[Start of Attachment]
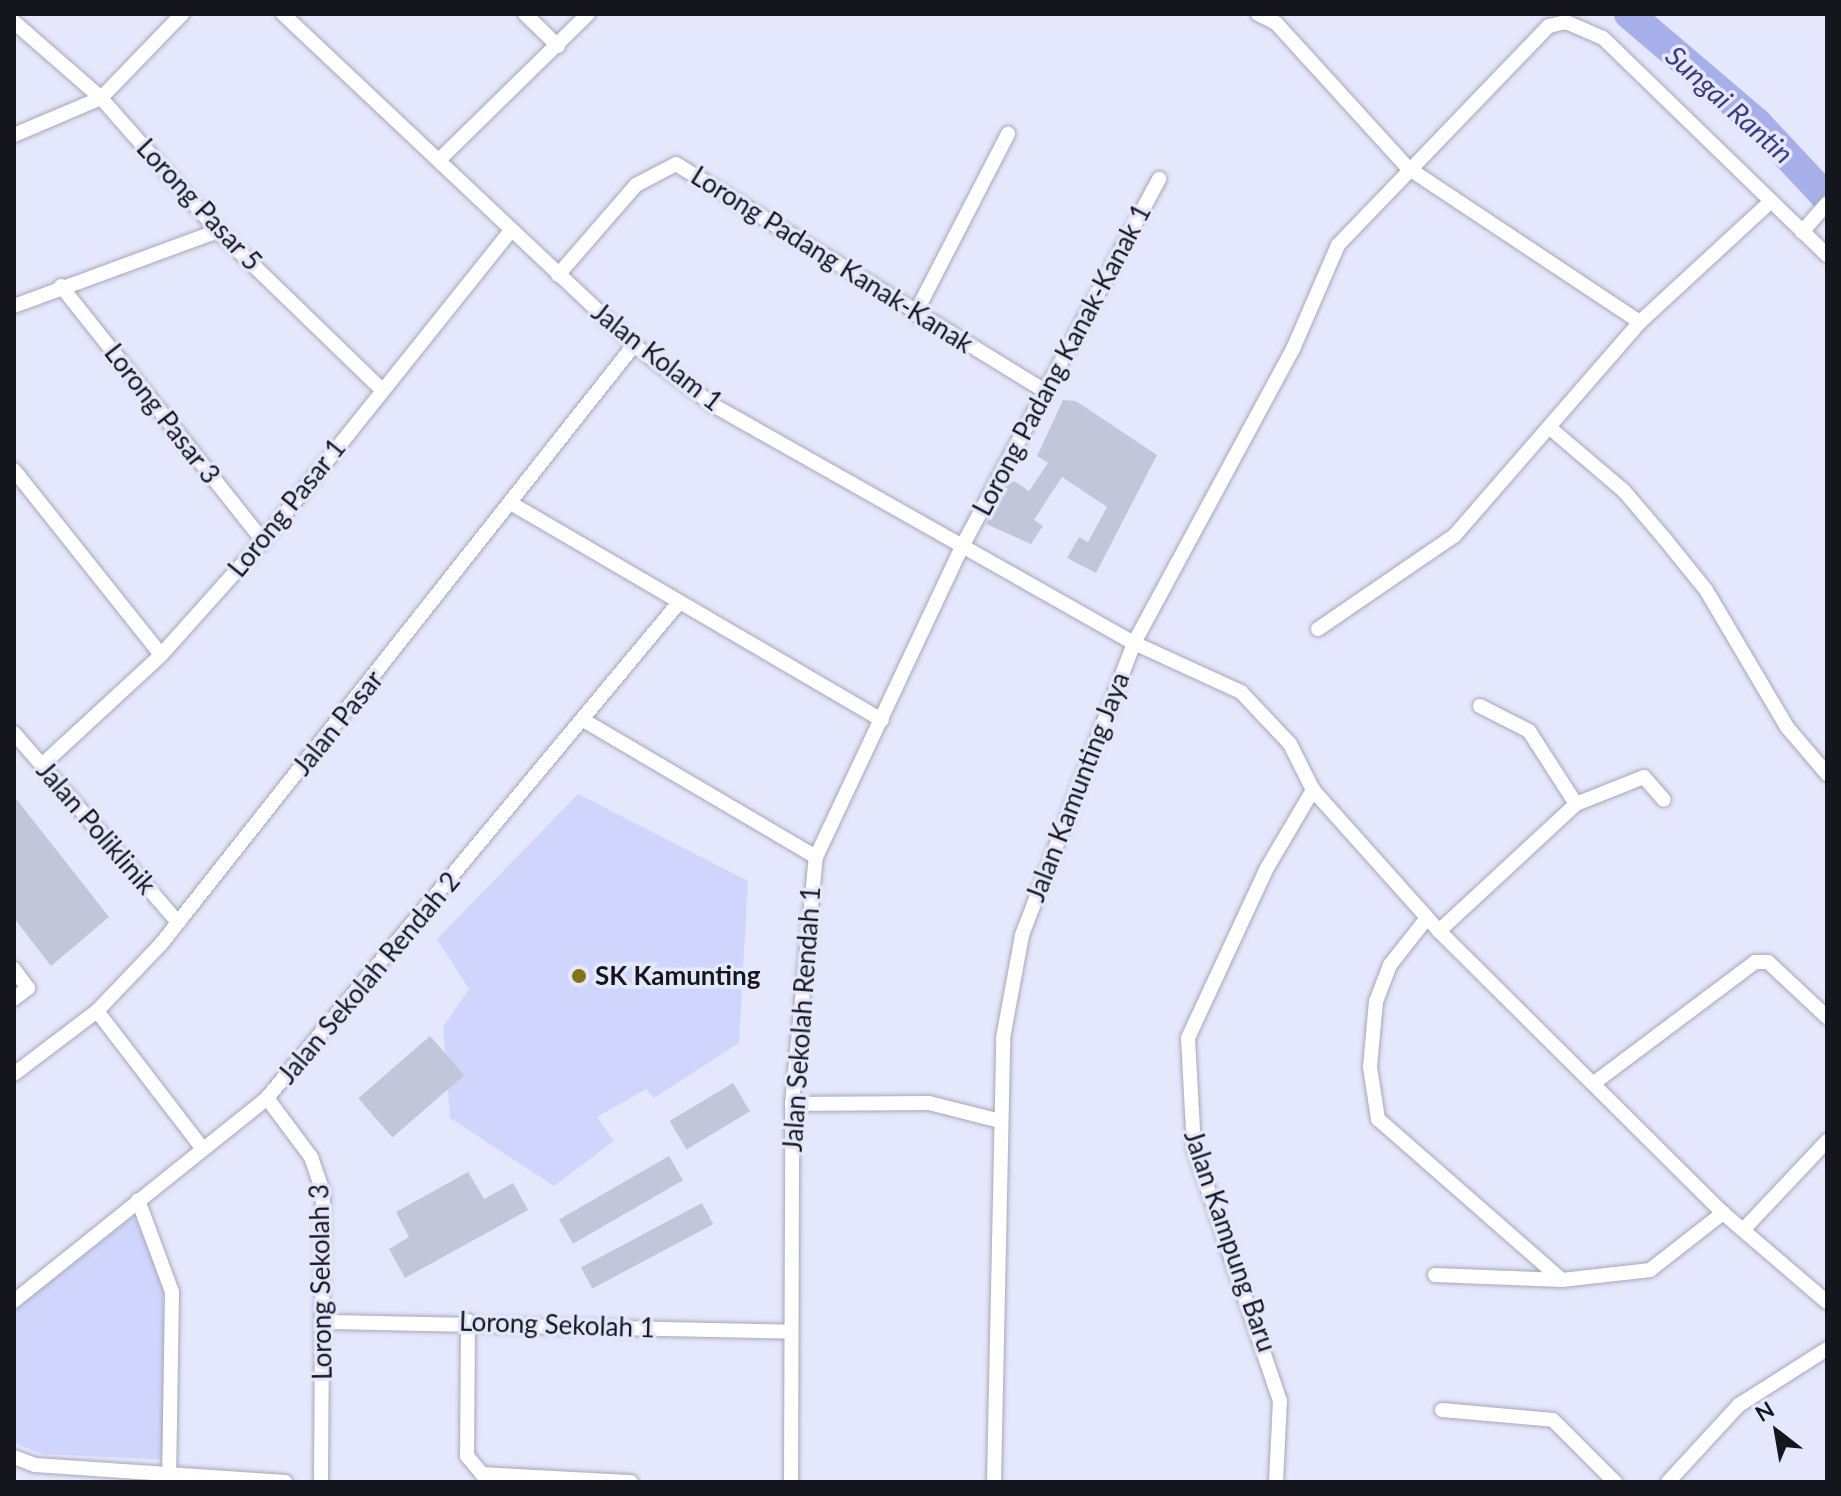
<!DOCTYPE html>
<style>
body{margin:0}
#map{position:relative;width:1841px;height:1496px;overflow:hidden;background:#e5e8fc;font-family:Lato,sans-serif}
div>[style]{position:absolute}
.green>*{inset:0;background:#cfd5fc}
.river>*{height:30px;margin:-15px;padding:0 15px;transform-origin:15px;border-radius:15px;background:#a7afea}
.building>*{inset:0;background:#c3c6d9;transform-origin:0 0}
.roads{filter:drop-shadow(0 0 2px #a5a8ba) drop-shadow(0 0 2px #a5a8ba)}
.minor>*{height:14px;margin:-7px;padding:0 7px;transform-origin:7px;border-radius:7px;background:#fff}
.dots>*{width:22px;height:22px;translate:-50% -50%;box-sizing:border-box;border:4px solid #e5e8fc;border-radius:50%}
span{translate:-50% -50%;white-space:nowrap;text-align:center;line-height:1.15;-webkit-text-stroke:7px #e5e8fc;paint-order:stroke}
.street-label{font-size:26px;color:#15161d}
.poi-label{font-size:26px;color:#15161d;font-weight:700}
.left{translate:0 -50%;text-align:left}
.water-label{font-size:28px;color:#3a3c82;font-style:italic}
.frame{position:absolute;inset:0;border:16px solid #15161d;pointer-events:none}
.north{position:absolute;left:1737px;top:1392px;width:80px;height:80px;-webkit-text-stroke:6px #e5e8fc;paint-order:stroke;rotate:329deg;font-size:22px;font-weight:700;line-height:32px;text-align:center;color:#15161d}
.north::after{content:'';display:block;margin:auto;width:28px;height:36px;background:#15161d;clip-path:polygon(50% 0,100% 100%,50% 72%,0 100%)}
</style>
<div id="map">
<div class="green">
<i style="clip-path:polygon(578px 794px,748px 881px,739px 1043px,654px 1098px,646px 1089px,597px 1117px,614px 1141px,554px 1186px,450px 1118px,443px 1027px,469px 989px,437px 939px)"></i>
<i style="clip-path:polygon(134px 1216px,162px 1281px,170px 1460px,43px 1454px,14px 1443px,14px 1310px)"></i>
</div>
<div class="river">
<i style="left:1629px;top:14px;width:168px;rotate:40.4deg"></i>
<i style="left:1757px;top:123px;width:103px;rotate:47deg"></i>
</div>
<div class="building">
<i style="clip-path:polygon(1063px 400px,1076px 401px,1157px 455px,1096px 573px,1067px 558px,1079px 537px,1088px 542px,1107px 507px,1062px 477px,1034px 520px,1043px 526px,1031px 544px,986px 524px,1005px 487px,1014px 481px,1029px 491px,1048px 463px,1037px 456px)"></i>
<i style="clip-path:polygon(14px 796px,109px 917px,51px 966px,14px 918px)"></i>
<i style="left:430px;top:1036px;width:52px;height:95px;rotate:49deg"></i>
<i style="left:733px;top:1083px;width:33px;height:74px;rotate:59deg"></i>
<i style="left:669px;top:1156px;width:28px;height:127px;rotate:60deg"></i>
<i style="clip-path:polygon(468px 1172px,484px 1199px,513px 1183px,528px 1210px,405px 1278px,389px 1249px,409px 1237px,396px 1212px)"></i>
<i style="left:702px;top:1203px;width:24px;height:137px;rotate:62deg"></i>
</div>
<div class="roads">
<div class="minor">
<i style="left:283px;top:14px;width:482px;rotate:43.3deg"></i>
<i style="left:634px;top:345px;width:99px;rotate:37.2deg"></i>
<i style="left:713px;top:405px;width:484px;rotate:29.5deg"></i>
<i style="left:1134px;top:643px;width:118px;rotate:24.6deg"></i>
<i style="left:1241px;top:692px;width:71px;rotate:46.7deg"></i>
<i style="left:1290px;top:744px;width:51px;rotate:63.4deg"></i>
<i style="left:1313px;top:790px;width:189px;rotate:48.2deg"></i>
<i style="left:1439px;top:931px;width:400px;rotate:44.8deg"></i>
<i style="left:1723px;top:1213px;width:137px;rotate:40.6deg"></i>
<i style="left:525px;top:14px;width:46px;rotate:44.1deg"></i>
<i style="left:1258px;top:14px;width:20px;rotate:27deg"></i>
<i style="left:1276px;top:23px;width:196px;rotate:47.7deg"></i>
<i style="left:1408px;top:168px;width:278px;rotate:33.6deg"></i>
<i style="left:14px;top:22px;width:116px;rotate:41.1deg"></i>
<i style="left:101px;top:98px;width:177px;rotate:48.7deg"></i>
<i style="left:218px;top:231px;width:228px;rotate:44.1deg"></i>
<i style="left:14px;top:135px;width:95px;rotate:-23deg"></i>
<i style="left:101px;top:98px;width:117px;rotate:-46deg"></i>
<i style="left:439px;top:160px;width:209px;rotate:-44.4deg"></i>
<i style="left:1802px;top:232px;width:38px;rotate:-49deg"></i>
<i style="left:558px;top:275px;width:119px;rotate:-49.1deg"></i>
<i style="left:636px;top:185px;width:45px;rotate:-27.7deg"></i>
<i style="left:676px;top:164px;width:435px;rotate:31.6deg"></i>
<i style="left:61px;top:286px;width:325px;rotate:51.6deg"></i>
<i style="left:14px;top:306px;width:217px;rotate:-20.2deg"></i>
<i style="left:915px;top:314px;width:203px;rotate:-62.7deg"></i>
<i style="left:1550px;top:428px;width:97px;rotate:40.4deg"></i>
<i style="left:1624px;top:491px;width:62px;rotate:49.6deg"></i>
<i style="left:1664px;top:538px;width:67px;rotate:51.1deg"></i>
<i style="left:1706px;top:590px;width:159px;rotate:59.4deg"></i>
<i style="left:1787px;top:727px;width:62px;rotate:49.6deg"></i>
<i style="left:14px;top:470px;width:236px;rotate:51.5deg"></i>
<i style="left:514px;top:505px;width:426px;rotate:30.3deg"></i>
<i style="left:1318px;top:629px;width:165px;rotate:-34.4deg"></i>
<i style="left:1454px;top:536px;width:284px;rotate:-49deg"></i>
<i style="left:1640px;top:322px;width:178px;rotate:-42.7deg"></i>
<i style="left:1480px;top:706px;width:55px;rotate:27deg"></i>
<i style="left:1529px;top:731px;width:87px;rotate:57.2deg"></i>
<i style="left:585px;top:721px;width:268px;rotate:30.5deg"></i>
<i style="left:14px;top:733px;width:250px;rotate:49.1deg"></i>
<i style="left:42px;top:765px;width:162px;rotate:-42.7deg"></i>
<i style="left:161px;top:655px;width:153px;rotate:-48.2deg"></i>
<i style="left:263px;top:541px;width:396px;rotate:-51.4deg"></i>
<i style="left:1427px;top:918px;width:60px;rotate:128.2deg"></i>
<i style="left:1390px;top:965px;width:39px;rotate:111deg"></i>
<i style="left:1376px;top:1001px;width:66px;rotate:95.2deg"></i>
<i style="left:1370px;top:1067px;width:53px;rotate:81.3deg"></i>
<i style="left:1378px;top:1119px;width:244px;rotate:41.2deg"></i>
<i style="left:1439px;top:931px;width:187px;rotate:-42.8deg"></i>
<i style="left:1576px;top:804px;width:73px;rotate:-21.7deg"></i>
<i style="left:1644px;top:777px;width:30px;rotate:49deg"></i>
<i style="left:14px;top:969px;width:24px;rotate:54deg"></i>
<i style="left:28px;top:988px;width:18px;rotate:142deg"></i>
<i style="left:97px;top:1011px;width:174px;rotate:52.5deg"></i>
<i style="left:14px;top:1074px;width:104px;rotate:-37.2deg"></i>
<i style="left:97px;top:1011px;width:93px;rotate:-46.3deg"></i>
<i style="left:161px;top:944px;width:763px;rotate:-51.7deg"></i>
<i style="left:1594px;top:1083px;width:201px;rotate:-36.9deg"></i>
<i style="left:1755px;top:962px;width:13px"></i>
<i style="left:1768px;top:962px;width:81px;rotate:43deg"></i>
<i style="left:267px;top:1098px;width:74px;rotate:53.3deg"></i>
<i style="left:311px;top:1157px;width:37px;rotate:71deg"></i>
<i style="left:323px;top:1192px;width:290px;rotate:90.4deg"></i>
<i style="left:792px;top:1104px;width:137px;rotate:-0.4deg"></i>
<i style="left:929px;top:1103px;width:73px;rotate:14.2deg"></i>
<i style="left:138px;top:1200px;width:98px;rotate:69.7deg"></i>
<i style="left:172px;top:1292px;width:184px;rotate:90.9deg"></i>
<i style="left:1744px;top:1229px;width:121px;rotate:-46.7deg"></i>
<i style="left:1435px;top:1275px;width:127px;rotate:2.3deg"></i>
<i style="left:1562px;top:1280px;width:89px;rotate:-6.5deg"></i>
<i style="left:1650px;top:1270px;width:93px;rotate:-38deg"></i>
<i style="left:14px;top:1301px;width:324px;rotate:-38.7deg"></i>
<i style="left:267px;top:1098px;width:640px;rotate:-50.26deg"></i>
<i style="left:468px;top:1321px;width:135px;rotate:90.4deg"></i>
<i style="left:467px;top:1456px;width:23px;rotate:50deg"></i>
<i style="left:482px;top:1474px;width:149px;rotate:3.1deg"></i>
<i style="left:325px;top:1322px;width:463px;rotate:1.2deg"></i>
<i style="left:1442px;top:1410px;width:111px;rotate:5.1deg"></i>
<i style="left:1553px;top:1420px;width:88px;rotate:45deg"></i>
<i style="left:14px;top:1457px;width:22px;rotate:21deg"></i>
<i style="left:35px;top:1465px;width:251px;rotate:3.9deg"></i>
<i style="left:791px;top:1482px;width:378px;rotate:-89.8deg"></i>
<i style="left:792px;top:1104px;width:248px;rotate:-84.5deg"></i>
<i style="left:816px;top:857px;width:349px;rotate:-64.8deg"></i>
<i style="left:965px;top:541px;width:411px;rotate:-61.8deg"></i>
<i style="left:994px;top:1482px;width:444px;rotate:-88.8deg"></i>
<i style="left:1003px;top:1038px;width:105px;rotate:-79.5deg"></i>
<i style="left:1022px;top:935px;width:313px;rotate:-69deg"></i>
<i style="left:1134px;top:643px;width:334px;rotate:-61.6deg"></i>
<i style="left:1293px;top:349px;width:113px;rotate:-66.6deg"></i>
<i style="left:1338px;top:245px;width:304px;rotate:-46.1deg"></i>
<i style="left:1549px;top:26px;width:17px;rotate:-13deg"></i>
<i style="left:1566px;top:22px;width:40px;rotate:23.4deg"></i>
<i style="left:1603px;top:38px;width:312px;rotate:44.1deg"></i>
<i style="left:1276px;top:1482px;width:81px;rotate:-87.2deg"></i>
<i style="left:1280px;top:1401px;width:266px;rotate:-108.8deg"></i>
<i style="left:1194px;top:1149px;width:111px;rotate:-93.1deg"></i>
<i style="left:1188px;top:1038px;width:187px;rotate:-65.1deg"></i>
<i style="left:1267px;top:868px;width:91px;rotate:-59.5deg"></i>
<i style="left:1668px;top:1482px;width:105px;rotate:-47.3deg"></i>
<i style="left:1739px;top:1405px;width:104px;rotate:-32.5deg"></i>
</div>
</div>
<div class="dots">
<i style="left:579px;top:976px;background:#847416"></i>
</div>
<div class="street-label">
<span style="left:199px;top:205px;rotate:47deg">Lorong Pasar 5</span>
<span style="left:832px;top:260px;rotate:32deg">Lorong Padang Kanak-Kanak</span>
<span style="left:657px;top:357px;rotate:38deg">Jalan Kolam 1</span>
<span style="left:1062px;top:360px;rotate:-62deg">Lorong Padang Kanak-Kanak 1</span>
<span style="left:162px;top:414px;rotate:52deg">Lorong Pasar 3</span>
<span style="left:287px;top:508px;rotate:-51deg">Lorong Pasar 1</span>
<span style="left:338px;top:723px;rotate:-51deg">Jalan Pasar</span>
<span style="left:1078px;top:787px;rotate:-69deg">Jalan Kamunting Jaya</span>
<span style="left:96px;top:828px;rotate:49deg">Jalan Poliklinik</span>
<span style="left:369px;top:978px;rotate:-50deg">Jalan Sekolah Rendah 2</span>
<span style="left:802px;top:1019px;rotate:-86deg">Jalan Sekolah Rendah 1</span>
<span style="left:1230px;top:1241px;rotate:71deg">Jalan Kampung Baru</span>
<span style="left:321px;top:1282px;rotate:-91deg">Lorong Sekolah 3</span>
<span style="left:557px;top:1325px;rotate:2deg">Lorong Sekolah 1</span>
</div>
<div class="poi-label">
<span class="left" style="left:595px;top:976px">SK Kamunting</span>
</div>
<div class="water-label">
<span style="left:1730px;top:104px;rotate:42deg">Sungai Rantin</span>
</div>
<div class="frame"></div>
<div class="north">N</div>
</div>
[End of Attachment]
TASK BRIEF: From the material above, copy each line that includes the word "river".

EXERCISE RESPONSE:
.river>*{height:30px;margin:-15px;padding:0 15px;transform-origin:15px;border-radius:15px;background:#a7afea}
<div class="river">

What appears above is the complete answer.